A search of the hashtag #selfie on the photo sharing service Instagram returned more than 23 million results, while a search for the hashtag #me brought in 51 million, reports Charissa Coulthard at the BBC.

Celebrities remain the most visible culprits. “Rihanna, Justin Bieber, Lady Gaga and Madonna are all serial uploaders of selfies,” Coulthard writes. “Model Kelly Brook took so many she ended up ‘banning’ herself. The Obama children were spotted posing into their mobile phones at their father’s second inauguration. Even astronaut Steve Robinson took a photo of himself during his repair of the Space Shuttle Discovery.”

The word “selfie” is even being considered for inclusion in the Oxford Dictionary Online. One day soon, word processing programs may not laden the term with red error marks that now appear below it when it is typed.

Emily Cook, a 22-year-old Instagram user, comments on the effect such photos can have on one’s self-esteem. “It’s always nice to document a good hair day, or an outfit you love.

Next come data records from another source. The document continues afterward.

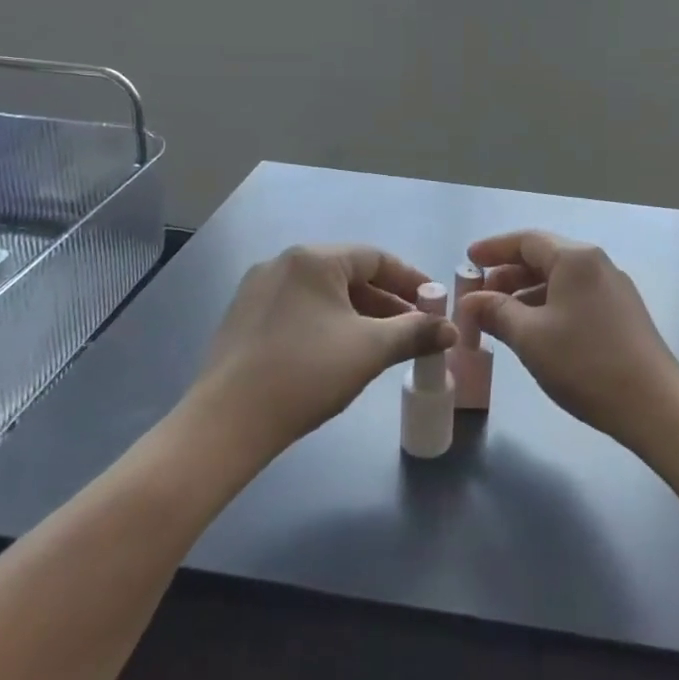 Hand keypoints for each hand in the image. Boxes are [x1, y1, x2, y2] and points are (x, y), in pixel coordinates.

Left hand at [190, 245, 455, 456]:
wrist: (227, 422)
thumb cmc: (306, 373)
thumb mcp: (370, 350)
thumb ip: (415, 333)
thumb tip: (451, 329)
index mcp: (314, 259)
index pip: (376, 258)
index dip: (411, 280)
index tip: (434, 303)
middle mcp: (283, 262)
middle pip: (348, 274)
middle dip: (386, 301)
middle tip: (414, 328)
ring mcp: (258, 289)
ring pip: (323, 294)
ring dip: (358, 314)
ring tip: (382, 344)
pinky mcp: (243, 318)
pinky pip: (299, 309)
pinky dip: (327, 323)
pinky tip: (338, 353)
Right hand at [462, 230, 678, 447]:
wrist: (654, 405)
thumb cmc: (585, 363)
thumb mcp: (530, 337)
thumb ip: (496, 312)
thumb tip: (471, 301)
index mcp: (575, 259)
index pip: (526, 240)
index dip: (493, 249)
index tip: (467, 261)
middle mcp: (597, 264)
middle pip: (544, 258)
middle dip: (507, 275)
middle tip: (478, 297)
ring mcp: (614, 289)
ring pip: (560, 281)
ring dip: (526, 294)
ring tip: (500, 318)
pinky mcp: (623, 314)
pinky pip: (575, 298)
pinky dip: (548, 306)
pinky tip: (534, 332) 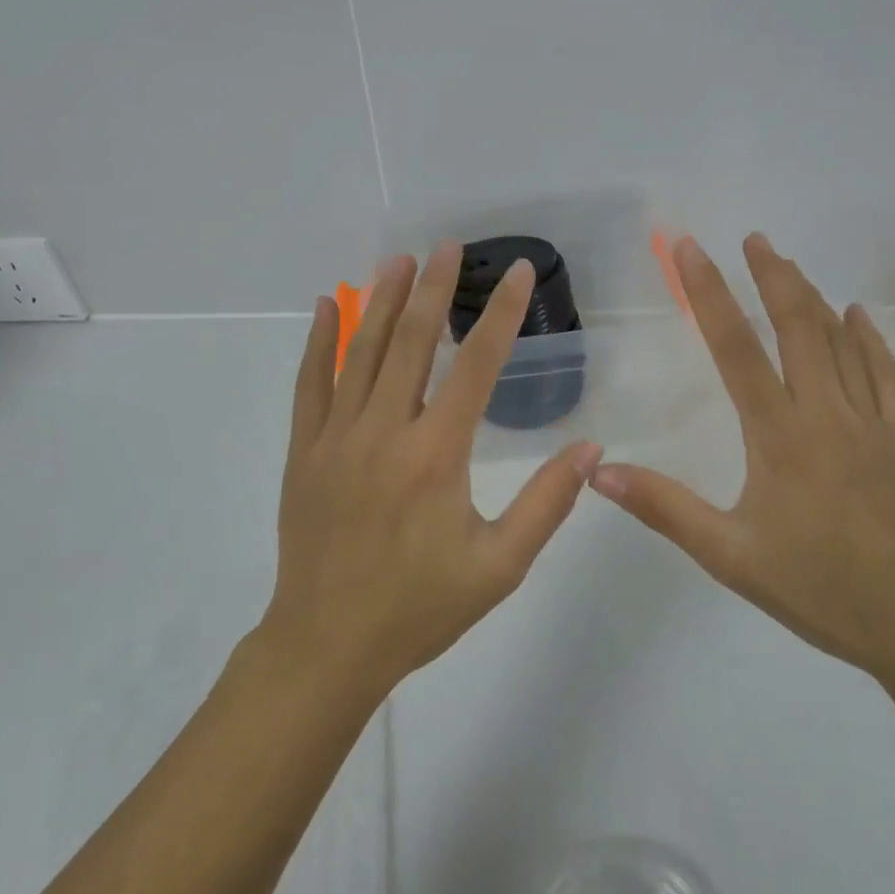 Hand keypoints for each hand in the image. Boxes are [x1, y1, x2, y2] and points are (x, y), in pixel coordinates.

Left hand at [261, 242, 601, 698]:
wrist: (327, 646)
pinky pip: (309, 383)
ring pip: (361, 353)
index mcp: (436, 456)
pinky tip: (329, 305)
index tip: (519, 272)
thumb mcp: (500, 566)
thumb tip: (590, 446)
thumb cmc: (420, 608)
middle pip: (412, 343)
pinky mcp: (304, 451)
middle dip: (435, 289)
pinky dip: (320, 340)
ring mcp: (336, 438)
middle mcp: (384, 432)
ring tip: (401, 259)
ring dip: (383, 301)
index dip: (502, 314)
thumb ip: (547, 503)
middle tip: (449, 246)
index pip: (476, 366)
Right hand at [591, 233, 894, 680]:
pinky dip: (870, 339)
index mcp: (780, 435)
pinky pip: (886, 375)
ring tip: (789, 264)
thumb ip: (664, 508)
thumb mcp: (729, 555)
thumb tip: (599, 472)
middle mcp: (826, 414)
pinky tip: (858, 316)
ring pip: (842, 342)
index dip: (709, 294)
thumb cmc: (819, 589)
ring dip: (813, 297)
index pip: (737, 349)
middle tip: (754, 238)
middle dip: (773, 276)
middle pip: (799, 327)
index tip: (690, 249)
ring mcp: (870, 424) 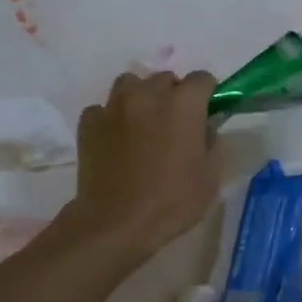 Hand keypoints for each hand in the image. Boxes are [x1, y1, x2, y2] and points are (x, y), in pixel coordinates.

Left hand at [69, 70, 222, 263]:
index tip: (207, 112)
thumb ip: (212, 143)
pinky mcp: (89, 122)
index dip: (208, 94)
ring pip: (131, 85)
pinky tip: (116, 140)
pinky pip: (104, 108)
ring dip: (141, 98)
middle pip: (165, 79)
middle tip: (175, 124)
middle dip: (173, 95)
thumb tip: (204, 128)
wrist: (116, 222)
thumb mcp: (210, 177)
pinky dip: (112, 118)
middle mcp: (148, 94)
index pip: (202, 79)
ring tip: (143, 124)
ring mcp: (114, 106)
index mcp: (183, 104)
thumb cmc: (172, 201) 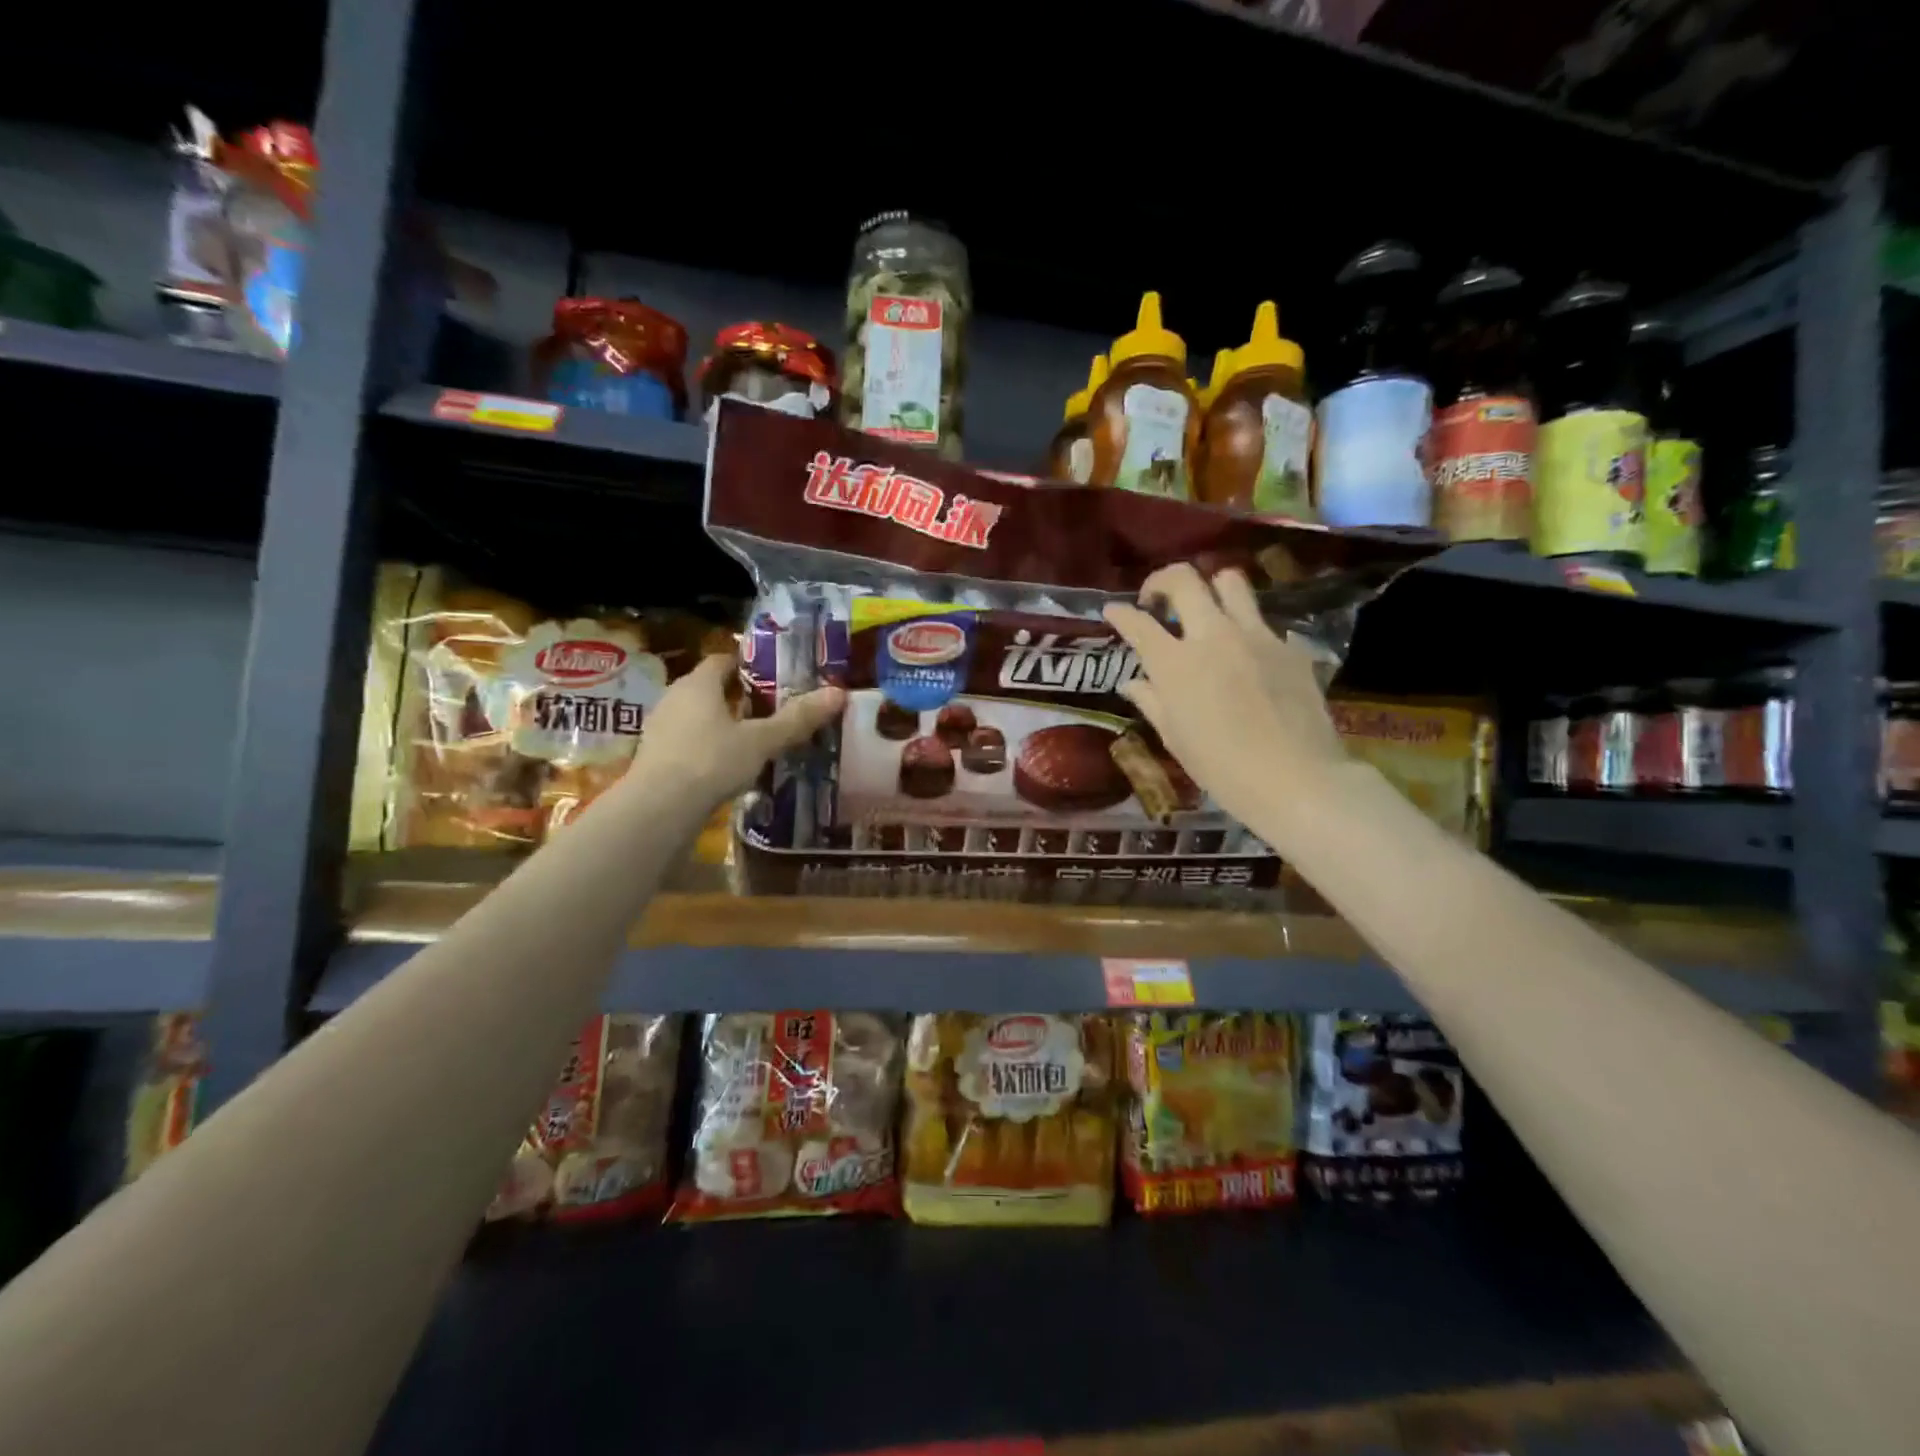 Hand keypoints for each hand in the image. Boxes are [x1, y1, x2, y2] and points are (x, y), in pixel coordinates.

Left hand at [630, 654, 845, 805]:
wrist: (659, 809)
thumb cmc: (711, 762)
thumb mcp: (761, 741)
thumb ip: (797, 719)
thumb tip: (838, 693)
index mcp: (698, 684)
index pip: (721, 661)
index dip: (745, 664)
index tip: (770, 675)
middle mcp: (674, 698)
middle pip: (708, 688)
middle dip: (735, 696)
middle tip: (768, 708)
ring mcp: (659, 729)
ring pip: (695, 716)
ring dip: (719, 723)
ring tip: (750, 739)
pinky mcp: (655, 758)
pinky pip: (686, 742)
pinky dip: (706, 747)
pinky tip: (725, 766)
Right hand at [1103, 564, 1350, 845]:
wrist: (1295, 778)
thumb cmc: (1221, 768)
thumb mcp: (1175, 738)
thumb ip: (1151, 701)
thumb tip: (1134, 682)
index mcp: (1175, 664)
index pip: (1138, 623)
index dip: (1119, 613)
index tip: (1113, 611)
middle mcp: (1212, 636)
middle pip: (1184, 579)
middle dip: (1161, 581)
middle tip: (1157, 601)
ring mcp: (1255, 635)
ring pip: (1230, 581)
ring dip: (1211, 589)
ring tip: (1207, 611)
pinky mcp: (1288, 645)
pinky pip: (1262, 621)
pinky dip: (1246, 629)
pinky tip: (1247, 655)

And generally, especially with Instagram, there’s a real feel-good attitude towards selfies, and as vain as it may be, you know that if you’re not feeling great, there’s someone who will ‘like’ your photo and tell you you’re pretty.”

Dr. Pamela Rutledge, director of the Media Psychology Research Center in Boston, discusses the psychological consequences of constantly viewing oneself. Others look at the trend in terms of the creation of identities people want others to see.

— Posted by Alexander Reed Kelly.


According to Dr Rutledge, we enjoy opportunities to experiment with different identities – and the selfie allows just that. “We all want to be able to ‘try’ on a new image and imagine how we would feel as that part of ourselves,” she explains.

According to recent findings from the Pew Research Centre, teenagers in America are sharing more information than ever about themselves on social media. Of those studied, 91% post photos of themselves online – up from 79% in 2006.

… Dr Aaron Balick, a psychotherapist who has written a book about the human motivations behind social networking, explains that we have both “active online identities” and “passive online identities”.

… “A selfie is an expression of an active online identity, something you have some control over. You might take lots, but you’ll publish the ones you like – even if they are silly or unflattering.”